Perils in the Pacific

`THINK globally; act locally." "Think future; act now." These are prescriptions for sustaining the health and welfare of planet Earth, the Blue Planet. They illuminate the mutual dependence of all regions and of all earthlings. Americans and Europeans know little of the South Pacific, perhaps because the typical world map places either the Americas or Euroasia squarely in the center, subordinating the vast Pacific. A world map centering on the South Pacific would in turn distort some of the most heavily populated areas in the northern hemisphere. But it would also reveal the full dimensions of an area which so profoundly influences the world's weather that Ken Piddington of the World Bank has termed it "the world's clean lung. " The problem is to persuade all us northerners to help keep it that way.

The South Pacific ocean covers more than one-fifth of the planet's surface. It extends through nine time zones, from the east coast of Australia to the west coast of South America, from the equator to Antarctica. Its many thousands of islands are home to Melanesians, Micronesians, Polynesians, and the descendants of Europe's 19th-century colonialists. Besides Australia and New Zealand, these peoples inhabit nine independent states, five of them members of the United Nations; four self-governing states t hat have chosen to be "freely associated" with New Zealand; and some French colonies and protectorates.

Apart from its attractions as a tropical playground, this vast expanse of ocean has proved irresistible for more destructive activities - nuclear testing, toxic waste disposal, drift-net fishing.

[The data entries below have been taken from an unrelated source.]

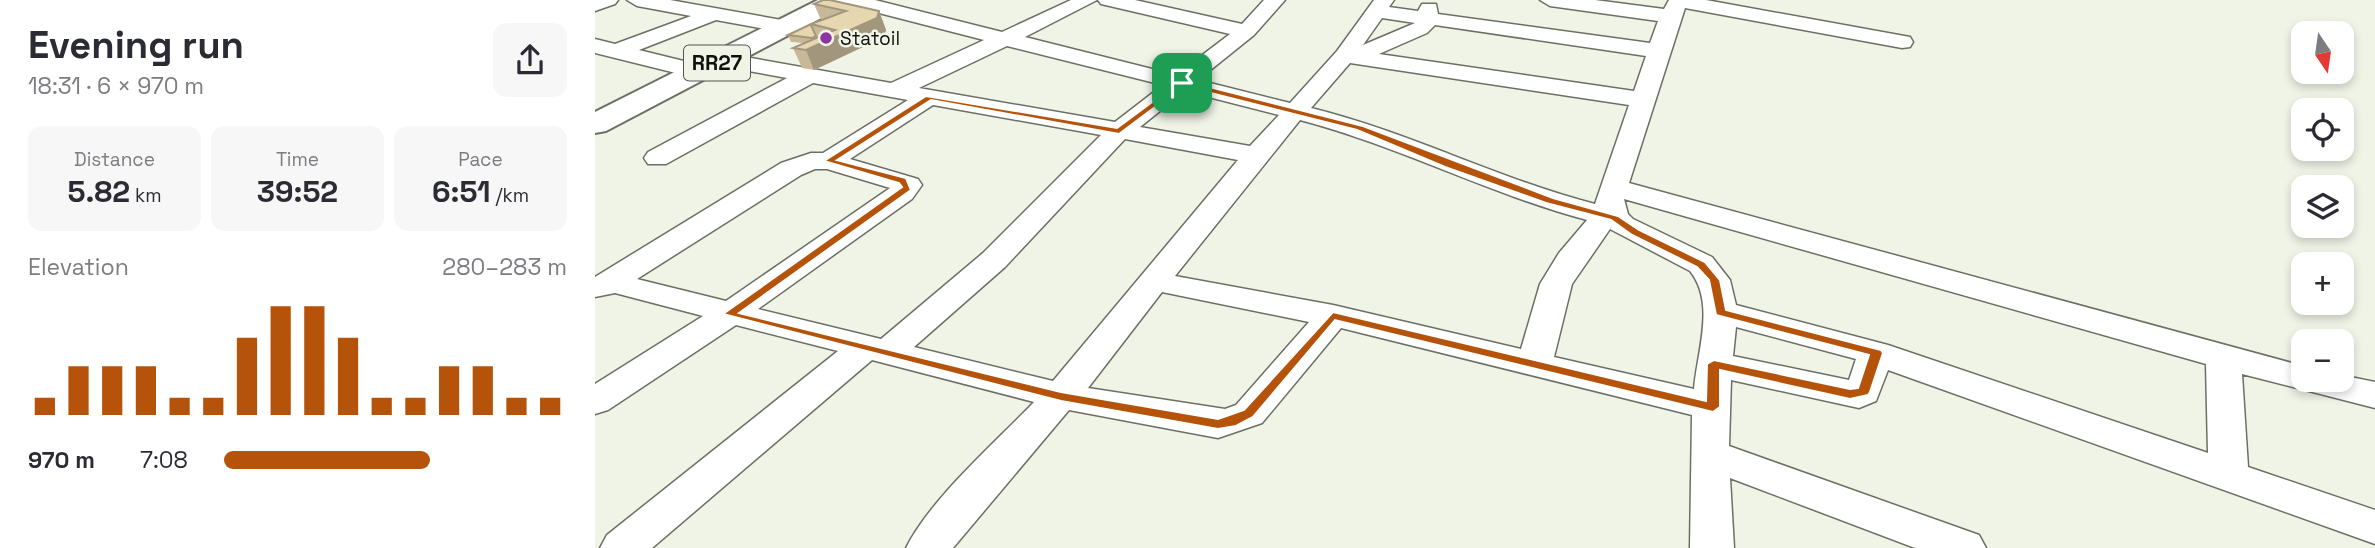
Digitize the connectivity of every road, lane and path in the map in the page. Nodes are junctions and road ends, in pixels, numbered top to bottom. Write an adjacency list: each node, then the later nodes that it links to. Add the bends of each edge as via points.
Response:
1 (608, 0): 9 (street)
2 (637, 0): 13 (street)
3 (837, 0): 14 (highway, RR27)
4 (851, 0): 17 (street)
5 (1087, 0): 17 (street)
6 (1108, 0): 16 (street)
7 (1275, 0): 16 (street)
8 (1550, 0): 11 (street)
9 (595, 5)
10 (1380, 5): 12 (street); 21 (street)
11 (1676, 6): 18 (street); 20 (street)
12 (1429, 8): 20 (street); 21 (street, via 1420,29)
13 (712, 15): 14 (street); 19 (street)
14 (797, 30): 15 (street); 22 (highway, RR27)
15 (828, 30)
16 (1247, 31): 24 (street)
17 (1003, 38): 24 (street); 25 (street)
18 (1902, 42)
19 (603, 49): 22 (street)
20 (1659, 51): 27 (street)
21 (1350, 57): 27 (street); 28 (street)
22 (722, 61): 23 (street); 29 (highway, RR27)
23 (809, 76): 25 (street); 32 (street)
24 (1182, 83): 28 (street); 30 (street)
25 (893, 91): 26 (street)
26 (929, 97): 30 (street); 33 (street)
27 (1645, 100): 34 (street)
28 (1294, 111): 31 (street); 34 (street, via 1360,128 1584,212)
29 (599, 118)
30 (1119, 131): 31 (street); 40 (street, via 994,260)
31 (1256, 155): 35 (street)
32 (656, 158)
33 (829, 161): 36 (street, via 811,161 791,169); 38 (street, via 902,181 908,188)
34 (1611, 207): 37 (street, via 1636,233 1701,264 1714,280); 42 (street); 43 (street, via 1569,261 1546,309)
35 (1153, 281): 39 (street); 48 (street)
36 (603, 287): 38 (street)
37 (1721, 312): 41 (street); 44 (street)
38 (729, 314): 40 (street); 49 (street)
39 (1333, 316): 43 (street); 48 (street, via 1249,414 1231,422 1209,423)
40 (876, 350): 48 (street); 54 (street)
41 (1877, 353): 44 (street, via 1859,395); 52 (street)
42 (2223, 356): 45 (street); 52 (street)
43 (1535, 364): 50 (street)
44 (1714, 364): 50 (street)
45 (2291, 375)
46 (2354, 390): 47 (street)
47 (2375, 395)
48 (1061, 396): 55 (street)
49 (595, 401)
50 (1713, 407): 51 (street)
51 (1709, 454): 56 (street); 57 (street)
52 (2229, 478): 53 (street)
53 (2375, 527)
54 (622, 548)
55 (928, 548)
56 (1711, 548)
57 (1964, 548)

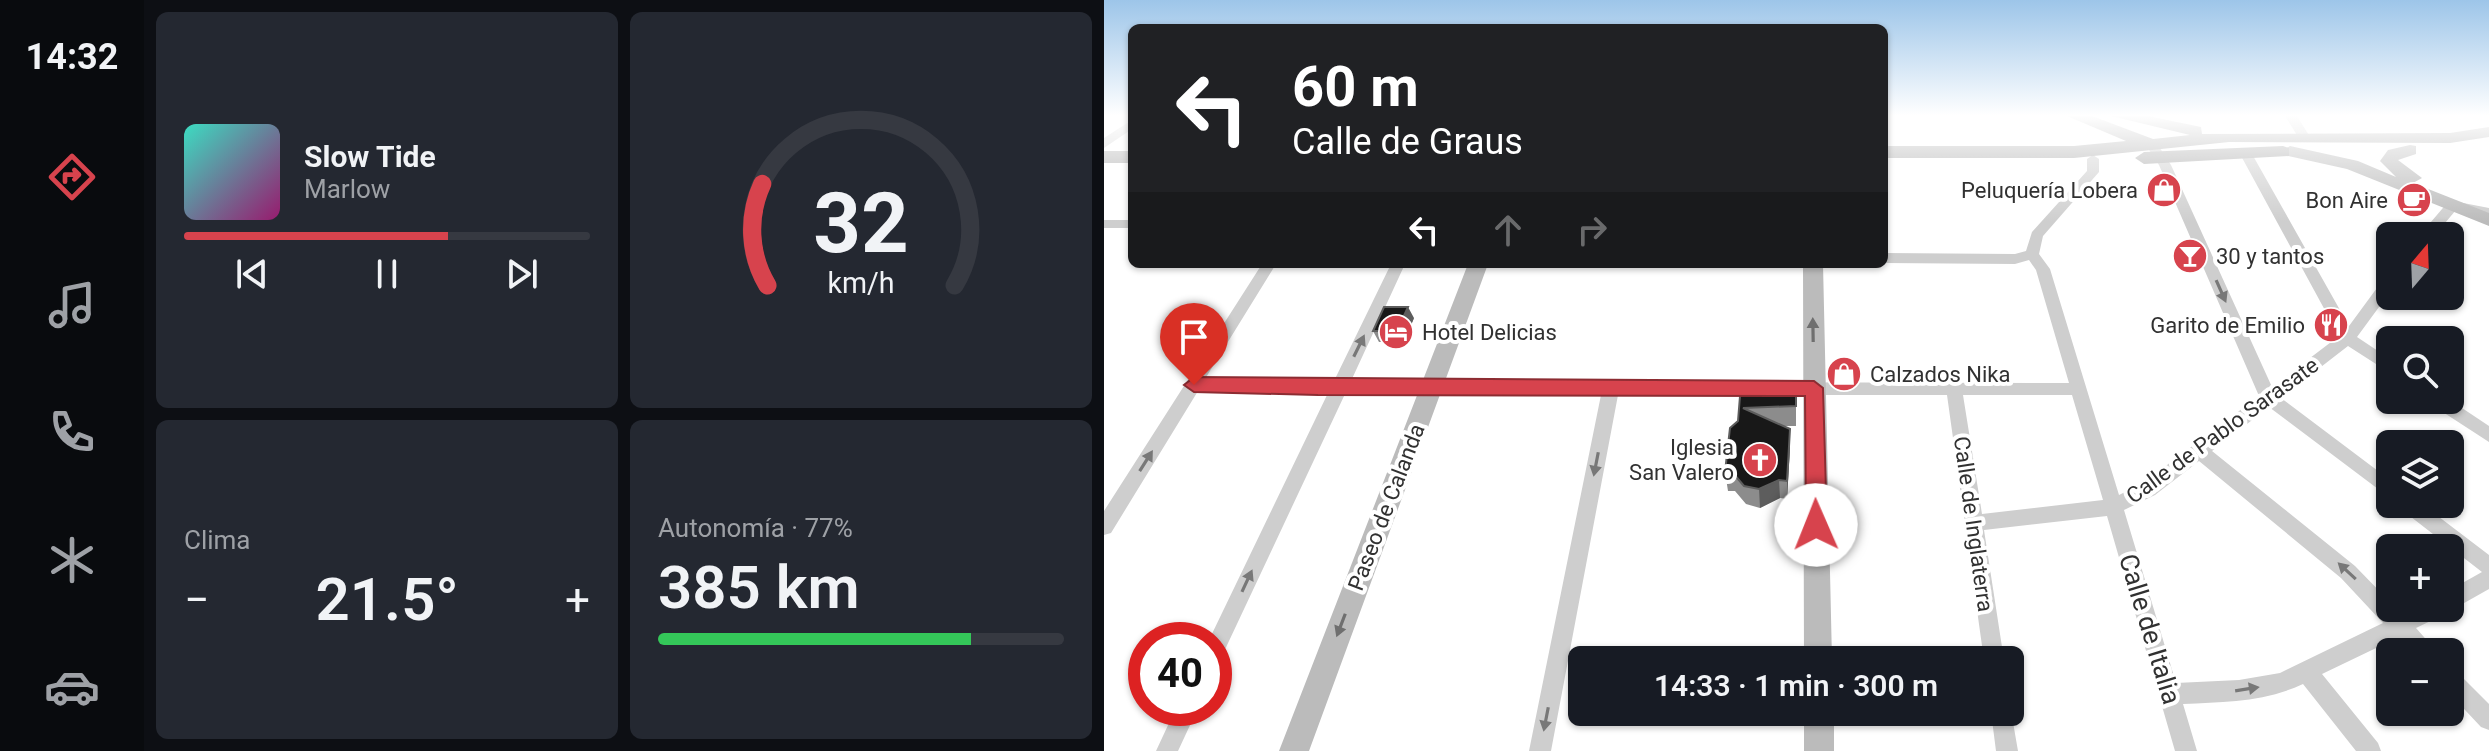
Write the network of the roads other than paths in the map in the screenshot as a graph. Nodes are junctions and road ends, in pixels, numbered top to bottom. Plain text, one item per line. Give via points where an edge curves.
1 (2162, 151) edge
2 (2290, 151) joint
3 (2407, 151) edge
4 (1888, 152) edge
5 (2074, 152) junction
6 (2157, 152) junction
7 (2246, 154) junction
8 (1104, 157) edge
9 (1128, 157) edge
10 (2093, 159) junction
11 (1888, 160) edge
12 (2453, 205) junction
13 (2489, 210) edge
14 (2489, 220) edge
15 (2438, 222) edge
16 (1104, 224) edge
17 (1128, 224) edge
18 (2032, 254) junction
19 (1888, 258) edge
20 (1267, 268) edge
21 (1396, 268) edge
22 (1476, 268) edge
23 (1813, 268) edge
24 (2376, 300) edge
25 (2348, 338) junction
26 (2376, 357) edge
27 (1194, 385) junction
28 (1611, 387) junction
29 (1339, 388) junction
30 (1431, 388) junction
31 (1814, 388) junction
32 (1954, 389) junction
33 (2077, 389) junction
34 (2268, 397) junction
35 (2458, 414) edge
36 (2489, 435) edge
37 (2199, 451) junction
38 (2376, 479) edge
39 (2113, 507) junction
40 (2426, 518) edge
41 (1973, 523) junction
42 (1104, 527) edge
43 (2489, 566) edge
44 (2489, 579) edge
45 (2464, 593) edge
46 (1228, 622) edge
47 (2411, 622) edge
48 (2400, 628) junction
49 (2410, 638) edge
50 (1818, 646) edge
51 (1992, 646) edge
52 (2308, 673) junction
53 (2464, 693) edge
54 (2169, 694) junction
55 (2489, 719) edge
56 (1179, 726) edge
57 (1819, 726) edge
58 (2004, 726) edge
59 (1167, 751) edge
60 (1294, 751) edge
61 (1540, 751) edge
62 (1819, 751) edge
63 (2007, 751) edge
64 (2186, 751) edge
65 (2370, 751) edge

1 - 6 main road
2 - 7 main road
2 - 12 main road via 2352,165
3 - 13 main road via 2391,156 2392,166
4 - 5 main road
5 - 6 main road
5 - 10 main road
6 - 7 main road
6 - 10 main road
6 -> 34 street
7 - 25 street
8 - 9 main road
10 - 11 main road
10 - 18 street via 2094,170 2037,235
12 - 13 street
12 - 14 main road
12 - 15 street
16 - 17 street
18 - 19 street via 2015,259
18 - 33 street, Calle de Italia via 2043,269
20 - 27 street
29 -> 21 street
22 - 30 main road, Paseo de Calanda
31 -> 23 main road
24 - 25 street, Calle de Pablo Sarasate
25 - 26 street
25 - 34 street, Calle de Pablo Sarasate
27 - 29 street
42 -> 27 street
28 - 30 street
28 - 31 street
28 -> 61 street
29 - 30 street
46 -> 29 street
30 -> 60 main road, Paseo de Calanda
31 - 32 street
31 - 50 main road
32 - 33 street
32 - 41 street, Calle de Inglaterra
33 - 39 street, Calle de Italia
34 - 37 street, Calle de Pablo Sarasate
34 - 38 street
35 - 36 street
37 - 39 street, Calle de Pablo Sarasate via 2149,489
48 -> 37 street via 2348,572
39 - 41 street, Calle de Pablo Sarasate
39 - 54 street, Calle de Italia
40 - 43 street
41 - 51 street, Calle de Inglaterra
44 - 45 street
47 - 48 street
48 - 49 street
48 - 52 street
54 -> 52 street via 2239,691
52 - 65 street
53 - 55 street
54 - 64 street, Calle de Italia
56 - 59 street
57 - 62 main road
58 - 63 street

Nuclear testing is a particularly sensitive issue. The United States and Britain stopped testing in the Pacific almost 30 years ago (though the impact lingers in devastated islands and uprooted lives). But tests continue in French Polynesia, and all three powers have declined to sign protocols to the South Pacific Nuclear Free Zone Treaty of 1987 which would require them to apply the treaty's provisions to Pacific territories under their control. They would have to abstain from the use or threat of use of nuclear weapons, and to stop nuclear testing. The treaty is also aimed at preventing Pacific Rim countries from dumping nuclear waste. The Soviet Union and China have signed.

The "Spinfizz" treaty, as it is called, allows individual states in the region to decide whether or not to permit the entry into their ports of ships that may be nuclear-powered or nuclear-armed. This is the issue that sundered the defense alliance between the US and New Zealand. Most New Zealanders do not feel the need for a US deterrent against Soviet or Chinese nuclear capabilities, and they believe that a nuclear explosion in a New Zealand harbor would seriously damage the agricultural base on which their economy depends.

Now come additional horrors for people in the region. The US has a proposal to dispose of chemical-weapons stocks on Johnson Island in Antarctica. More immediately damaging, however, is the use by Japanese, Korean, and other fishermen of drift nets - "walls of death" 30 feet deep and 20-30 miles long. These drift overnight and damage or destroy all sea life caught up in them, including marine mammals, sea birds, and turtles. The numbers of drift nets increased from two to 200 in just two seasons and thr eatened to decimate stocks of migrating tuna, the backbone of many island economies. Joint efforts by the US and New Zealand, strongly supported by the UN General Assembly in 1989, have persuaded Korea to end the practice and Japan and Taiwan to cut back, until agreement is reached on maintaining sustainable yields.

Chlorofluorocarbons, which deplete the ozone layer, are yet another deadly import from the north. The ozone hole that extends every spring from Antarctica north over parts of New Zealand threatens not only scorched crops and skin cancers but also damage to plankton that is crucial to the ocean food chain.

Finally, while the fact of atmospheric warming may not yet be universally accepted, scientists report that the Wordie Ice Shelf in the Antartic has shrunk by two-thirds in the last 20 years. The implications of this trend for the island countries of the Pacific are particularly devastating. Almost everywhere, populations are heavily concentrated near the ocean. If current projections of fossil-fuel use are on the mark, many low-lying inhabited atolls could not withstand the expected three-foot rise in t he sea level.

In short, the world's clean lung needs our help.

New Zealand's native Polynesians, the Maori, have a proverb: "Those who stand up, live; those who sit down, die." It is time to stand.